Сквозь тонкую завесу пыли леса кажутся незнакомыми. Проплывают шумные поля с цветными кофтами жниц, со стрекотом жнеек. Сверкает на повороте река Модлонь. Навстречу — снова лес. Давно созрела черника. Тяжелеет малина. Иногда на секунду запахнет сухими груздями или рыжиками.
Василий Родионович вырос в этих местах, он издали узнает наклонившуюся к дороге кривую сосну, овраг, заросший черемухой, излучины и пороги на Модлони и каждый раз, выезжая сюда вот по этой Пабережской дороге, не может скрыть волнения. Удивительные места!
У Василия Родионовича есть ружье, но охотник он плохой. Он мирный любитель природы. Эту любовь унаследовал он от отца-лесничего и сам кончил Ленинградский лесотехнический институт. Временами он тоскует по работе в лесу.
Изредка машина кого-нибудь догоняет: риковского работника, колхозника, ходившего в райпо за покупками.
Василий Родионович приглашает садиться.
Человек осторожно открывает дверцу, просовывает впереди себя мелкокалиберку. Он небольшого роста, весь какой-то аккуратный, гибкий, с упругими движениями. Лицо у него энергичное, серые с огоньками глаза. Он чисто выбрит, темно-русые волосы свисают на высокий лоб. Это охотник Аверьян. Василий Родионович познакомился с ним на пленуме Зеленоборского сельсовета.
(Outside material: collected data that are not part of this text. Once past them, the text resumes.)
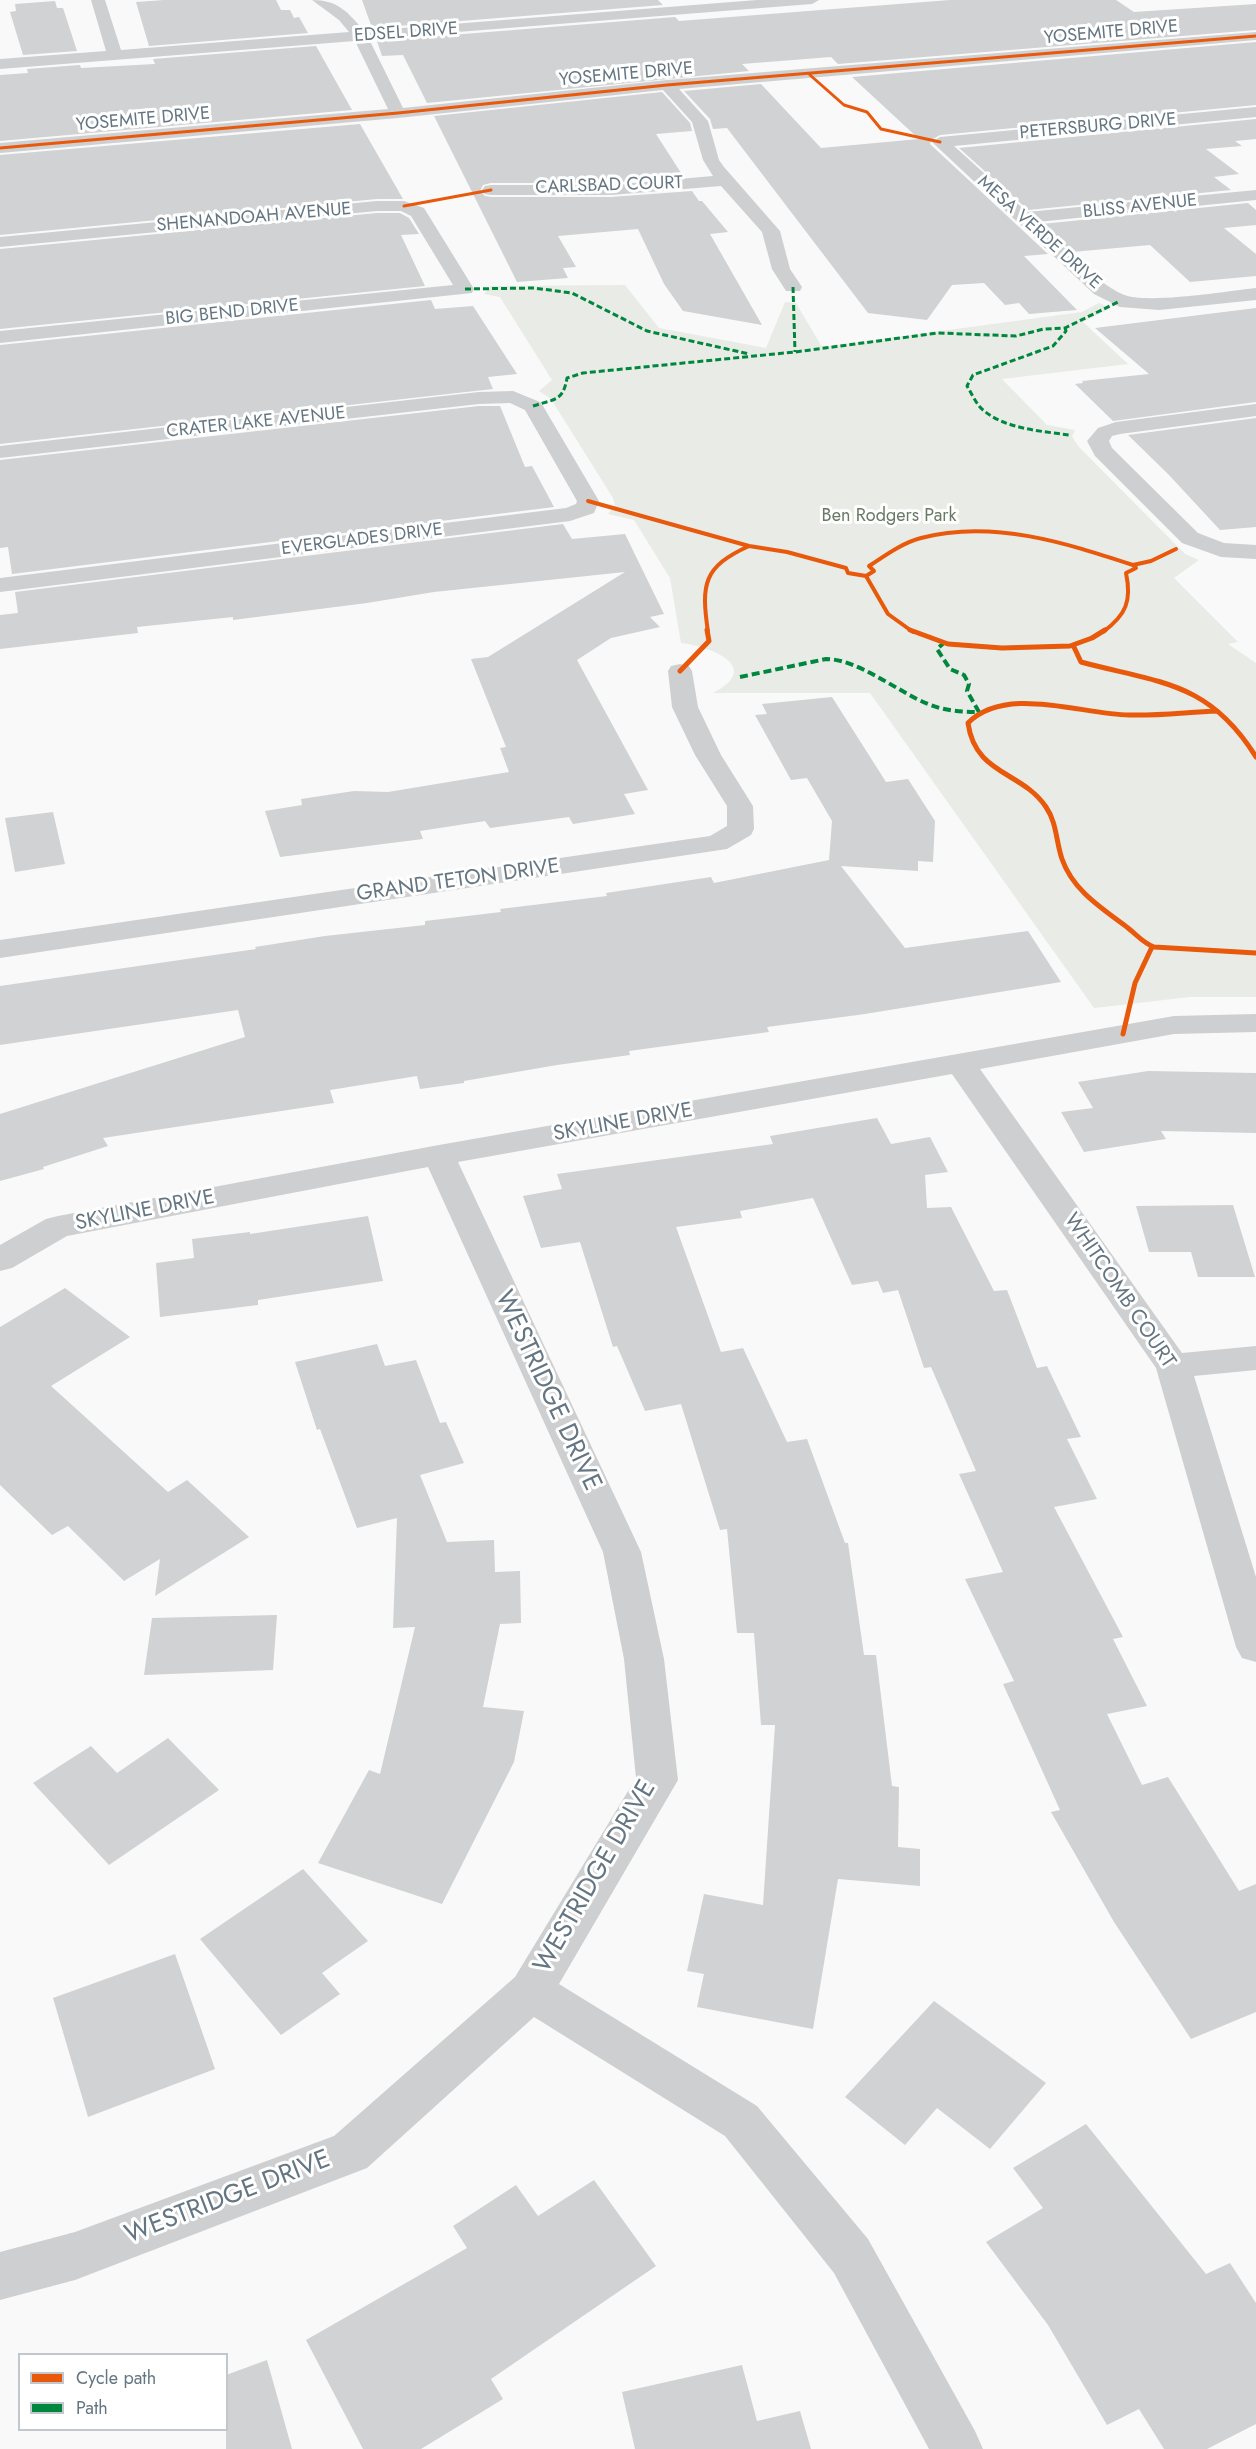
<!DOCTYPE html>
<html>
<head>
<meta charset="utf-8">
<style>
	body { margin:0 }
	#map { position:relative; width:1256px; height:2449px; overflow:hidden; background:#f9f9f9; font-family:Jost,sans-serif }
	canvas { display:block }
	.legend { position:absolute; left:18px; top:2353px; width:210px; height:78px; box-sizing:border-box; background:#fff; border:2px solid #c1c8cd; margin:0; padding:8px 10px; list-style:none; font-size:18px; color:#657683 }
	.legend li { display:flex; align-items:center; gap:12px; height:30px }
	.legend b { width:30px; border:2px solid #c1c8cd }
</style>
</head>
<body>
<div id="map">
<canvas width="1256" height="2449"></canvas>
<ul class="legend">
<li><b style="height:8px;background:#e8590c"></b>Cycle path</li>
<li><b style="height:8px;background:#00873e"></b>Path</li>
</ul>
</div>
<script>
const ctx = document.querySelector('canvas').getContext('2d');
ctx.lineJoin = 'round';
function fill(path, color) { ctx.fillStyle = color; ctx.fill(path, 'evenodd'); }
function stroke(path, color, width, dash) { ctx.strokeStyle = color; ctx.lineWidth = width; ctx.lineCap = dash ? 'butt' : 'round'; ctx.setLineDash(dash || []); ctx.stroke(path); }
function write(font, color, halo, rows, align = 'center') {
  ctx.font = font + ' Jost,sans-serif'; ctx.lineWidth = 6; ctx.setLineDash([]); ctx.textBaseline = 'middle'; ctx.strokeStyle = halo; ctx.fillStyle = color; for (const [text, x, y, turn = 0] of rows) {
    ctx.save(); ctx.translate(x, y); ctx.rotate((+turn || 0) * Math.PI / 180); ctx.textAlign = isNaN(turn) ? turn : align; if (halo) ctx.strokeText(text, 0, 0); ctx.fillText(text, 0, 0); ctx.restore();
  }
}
fill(new Path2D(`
	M625 285 659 328 766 348 785 302 796 303 822 347 1082 312 1099 303 1111 308 1083 322 1128 364 1002 379 1047 425 1075 430 1072 436 1078 446 1185 554 1199 560 1174 578 1238 642 1228 644 1256 663V997H1190L1094 1008 870 693H713C764 667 710 646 681 643L670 578 634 520 608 514 615 506 613 498 551 399 539 391 552 380 500 297 484 294 491 286Z`), '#e8ebe6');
fill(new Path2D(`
	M164 0H276L281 10H290L294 18 299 17 308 33 149 46 136 2Z
	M362 0H658L663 5 372 28Z
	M950 0H1116L1134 12 1256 4V30L838 64 831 57 742 64 749 71 427 103 403 55 382 56 377 41 675 17 679 21Z
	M55 1 57 8H63L77 51 23 55 10 12 16 11 15 4Z
	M1256 42V105L940 135 931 140 930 144 1048 254 1024 256 1077 310 1029 314 1019 303 1005 305 984 283 952 285 927 320 868 313 727 128 713 129 710 119 684 91 761 84 821 148 919 139 852 77Z
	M316 46 352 110 0 141V75L28 73 27 69 80 65 81 68 155 64 153 59Z
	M662 92 690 123 692 131 656 134 683 176 611 183H491L483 185 480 191 485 196 491 197H611L692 191 699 201H702L728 232 710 234 762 325 683 311 664 284 638 229 558 236 576 267 563 268 568 278 517 282 434 116Z
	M1256 119V139L1235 141 1242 146 1206 149 1239 174 1214 177 1231 190 1028 210 959 148Z
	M360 124 403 199H377L0 235V155Z
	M1248 203 1256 210V225L1224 228 1256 254V276L1190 282 1150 245 1072 252 1042 224Z
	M377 213H400L409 218 419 234 401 235 425 286 0 329V249Z
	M431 300 435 309 473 306 517 374 488 377 493 389 0 444V345Z
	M1256 308V402L1113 421 1075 384 1083 383 1082 381 1149 374 1095 328Z
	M479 406H500L525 467 532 466 554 507 12 574 8 547 0 548V460Z
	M1256 418V527L1220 530 1169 475 1128 435Z
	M563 524 572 539 625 534 664 614 650 617 660 627 611 638 577 660 648 790 624 794 635 814 573 824 569 817 490 828 485 821 420 831 423 839 280 857 265 811 302 805 301 799 354 791 388 792 509 772 500 748 506 747 471 659 488 657 625 572 434 592 367 603 233 620V617L137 627 138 633 0 649V615L18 613 15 592Z
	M832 697 886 782 908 779 935 821 933 862 918 861V871L841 866 905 948 1028 931 1061 982 865 1014 767 1027 769 1032 629 1051 630 1055 557 1065 464 1081V1083L420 1089 417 1076 330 1090 334 1103 103 1138 108 1146 43 1167 44 1169 0 1181V1114L245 1037 238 1010 0 1045V986L256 949 255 947 325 936 425 925V921L501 912 500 909 607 896 606 893 711 877 714 883 829 860 832 821 807 778 791 780 755 715 767 714 762 704Z
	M53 812 65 864 15 872 5 818Z
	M1148 1071 1256 1073V1133L1161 1131 1166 1139 1084 1152 1061 1112 1093 1108 1078 1082Z
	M877 1118 891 1144 930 1137 948 1172 925 1175 927 1208 951 1207 994 1291 1007 1290 1037 1368 1047 1366 1081 1437 1067 1439 1097 1499 1054 1507 1123 1637 1113 1639 1147 1706 1107 1714 1142 1785 1168 1777 1239 1891 1256 1884V2012L1191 2039 1114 1922 1051 1812 1060 1810 1003 1684 1014 1681 965 1579 1003 1572 959 1474 976 1471 931 1367 924 1368 898 1290 883 1293 878 1281 852 1285 813 1198 740 1211 742 1218 676 1227 721 1352 743 1348 787 1442 807 1439 845 1543H848L864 1655H876L892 1786 899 1787 898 1847 920 1849V1886L838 1879 813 2029 697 2007 704 1974 687 1971 704 1894 763 1905 775 1725H761L754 1633H737L727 1529 720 1530 681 1404 645 1411 617 1346 613 1347 580 1242 541 1248 523 1196 562 1189 557 1174 773 1144 770 1136Z
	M1233 1205 1255 1277H1198L1191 1252H1149L1136 1206Z
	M368 1216 383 1281 258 1300V1305L160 1317 156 1263 194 1258 192 1239 250 1232V1234Z
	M65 1288 130 1337 51 1386 168 1492 187 1480 249 1537 155 1596 160 1559 124 1581 68 1526 52 1535 0 1485V1327Z
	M377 1344 385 1366 416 1360 440 1423 446 1422 464 1463 420 1475 447 1542 494 1540 495 1572 520 1571 521 1623 500 1624 483 1707 524 1711 514 1762 442 1904 318 1863 369 1770 380 1774 415 1627 393 1628 397 1518 357 1528 320 1429 317 1430 295 1362Z
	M277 1615 273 1670 144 1675 152 1618Z
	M168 1738 219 1790 109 1865 33 1783 91 1746 117 1773Z
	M303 1869 368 1941 322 1973 340 1994 281 2035 200 1939Z
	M175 1954 215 2069 88 2117 53 1998Z
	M934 2001 1046 2083 990 2149 937 2108 905 2145 845 2097Z
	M1086 2124 1206 2274 1230 2263 1256 2303V2424L1207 2449H1164L1139 2409 1107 2425 1048 2325 986 2242 1043 2208 1013 2168Z
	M594 2180 656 2266 491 2379 503 2399 421 2449H363L306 2340 467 2248 453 2226 516 2185 538 2216Z
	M267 2360 292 2449H226V2375Z
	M742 2365 757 2421 800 2411 811 2449H635L622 2392Z`), '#d0d2d3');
fill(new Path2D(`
	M91 0H105L121 50 349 32 339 20 312 0C338 0 348 12 364 31L757 0H819L812 4 369 39 403 108 667 80 1256 32V40L679 89 708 121 719 160 724 167 780 231 790 269 802 287 800 291H786L772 269 762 232 721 186 611 195H491L485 194 482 190 485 186 491 185H611L713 176 703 160 692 122 663 90 398 118 0 153V143L388 109 355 41 0 69V59L106 51Z
	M1256 107V117L954 146 1027 212 1256 190V200L1037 222C1061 243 1095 282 1122 294 1145 305 1227 291 1256 288V300L1159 310 1120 307 1094 294 932 142 940 137Z
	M377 201H404L424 208 474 289 472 293 0 343V331L453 285 411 216 401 211H377L0 247V237Z
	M513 391 540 402 543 406 599 501 594 513 570 521 0 592V578L566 508 576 504 577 501 525 410 510 403 479 404 0 458V446L479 392Z
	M1256 404V416L1120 434 1112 436 1109 441 1112 448 1198 533 1224 543 1256 545V559L1221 557 1182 543 1095 456 1087 441 1098 428 1116 422Z
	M680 664 689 666 692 671 698 707 721 755 753 806 754 829 751 835 727 849 0 958V940L710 836 727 826V806L695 755 672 707 668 671 671 666Z
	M1256 1014V1032L1174 1034 980 1069 1182 1353 1256 1346V1370L1194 1376 1256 1577V1662L1242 1658 1236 1647 1156 1368 952 1074 458 1162 641 1552 664 1659 678 1780 559 1984 757 2106 868 2239 975 2431 983 2449H929L834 2273 725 2136 534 2017 367 2168 75 2280 0 2300V2252L75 2232 334 2136 515 1977 636 1778 624 1659 603 1552 428 1167 67 1236 12 1268 0 1271V1245L46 1219 58 1216 439 1145 1174 1016Z`), '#cecfd0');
stroke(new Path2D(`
	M793 287 795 352
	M465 289 534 288 572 293 647 331 749 354
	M1065 328 1066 331 1053 346 973 375 967 386C972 394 976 404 983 410 1005 429 1041 431 1069 435
	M533 406C554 399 563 402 567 378L583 373 795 352 938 333 1016 336 1044 329 1065 328 1120 301`), '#00873e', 3, [6, 3]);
stroke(new Path2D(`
	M740 677 826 659C858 659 898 692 928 704 945 711 961 712 979 712L967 691 969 684 964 675 950 669 937 649 945 642`), '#00873e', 4, [8, 4]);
stroke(new Path2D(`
	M810 75 844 105 867 112 881 129 940 142
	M0 148 398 113 667 85 1256 36
	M404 206 491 190`), '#e8590c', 3);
stroke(new Path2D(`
	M588 501 749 546 787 552 846 568 848 573 866 576 888 614 913 632
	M866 576 874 571 869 566C886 555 902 543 921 538 992 519 1066 543 1133 565
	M708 632C701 584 703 567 749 546
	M1103 632C1126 615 1132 601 1126 573L1136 568 1133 565 1151 561 1176 549`), '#e8590c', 4);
stroke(new Path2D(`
	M910 630 948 644 1002 648 1070 646 1092 638 1105 630
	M1073 645 1081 662C1159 683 1209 681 1256 757
	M680 671 709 641 707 630
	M1217 711C1188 712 1158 716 1129 715 1080 714 1006 685 968 723 975 775 1022 771 1046 807 1057 823 1056 842 1062 859 1073 891 1103 909 1128 928 1137 935 1143 943 1154 947L1256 953
	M1123 1034 1135 983 1152 947`), '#e8590c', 5);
write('18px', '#657683', '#fff', [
	["EDSEL DRIVE",406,33,-4],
	["YOSEMITE DRIVE",1111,33,-5],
	["YOSEMITE DRIVE",626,75,-5],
	["YOSEMITE DRIVE",143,120,-5],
	["PETERSBURG DRIVE",1098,127,-5],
	["CARLSBAD COURT",609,186,-2],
	["BLISS AVENUE",1140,207,-6],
	["SHENANDOAH AVENUE",254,218,-5],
	["MESA VERDE DRIVE",1039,233,42],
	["BIG BEND DRIVE",232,313,-6],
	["CRATER LAKE AVENUE",256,423,-6],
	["EVERGLADES DRIVE",362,540,-7]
]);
write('18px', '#687a64', '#fff', [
	["Ben Rodgers Park",889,517]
]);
write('21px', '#657683', '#fff', [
	["GRAND TETON DRIVE",458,881,-8],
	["SKYLINE DRIVE",623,1123,-10],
	["SKYLINE DRIVE",145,1211,-11],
	["WHITCOMB COURT",1119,1291,56]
]);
write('26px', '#657683', '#fff', [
	["WESTRIDGE DRIVE",547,1391,65],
	["WESTRIDGE DRIVE",596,1877,-60],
	["WESTRIDGE DRIVE",228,2198,-21]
]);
</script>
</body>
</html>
Ему понравилось выступление Аверьяна — четкое, сдержанное, умное. Наклонившись к Макару Ивановичу, он спросил:
— Кто это?
— Наш счетовод.
— Занимайтесь с парнем, из него хороший работник выйдет.
— Только приняли в кандидаты.
— А! Хорошо. Очень хорошо.
Василий Родионович стал следить за этим кандидатом — одним из ста двадцати принятых в районе в этом году.
Он справляется о нем по телефону через уполномоченных.
Василий Родионович повертывается к Аверьяну.
— Ну как дела-то?
— Ничего. Вот ходил навещать дочь. Учится в средней школе.
— Ну а как сам-то, учишься?
— Да, почитываю. Больно трудна четвертая глава…
— А ты бы вместе с секретарем?
Аверьян не хочет говорить о том, что сам Макар Иванович с трудом разбирается в этом.
— Много еще других вопросов, — переводит он разговор.
Василий Родионович наклоняется к нему.
— Для вас, товарищ Ребринский, всегда все ясно?
— В чем?
— В людях.
Василий Родионович думает.
— Все просто только для того, кто привык делать, не рассуждая, — говорит он. — Но мне-то, может быть, несколько легче, чем тебе, я много работал над книгами, учился.
— Если в партии окажется прохвост, что с ним делать? — неожиданно спрашивает Аверьян.
Василий Родионович смотрит на него с удивлением.
— Конечно, гнать в три шеи. Разве для тебя это не ясно?
— Ясно. Я так и думал, — отвечает Аверьян и смотрит рассеянно.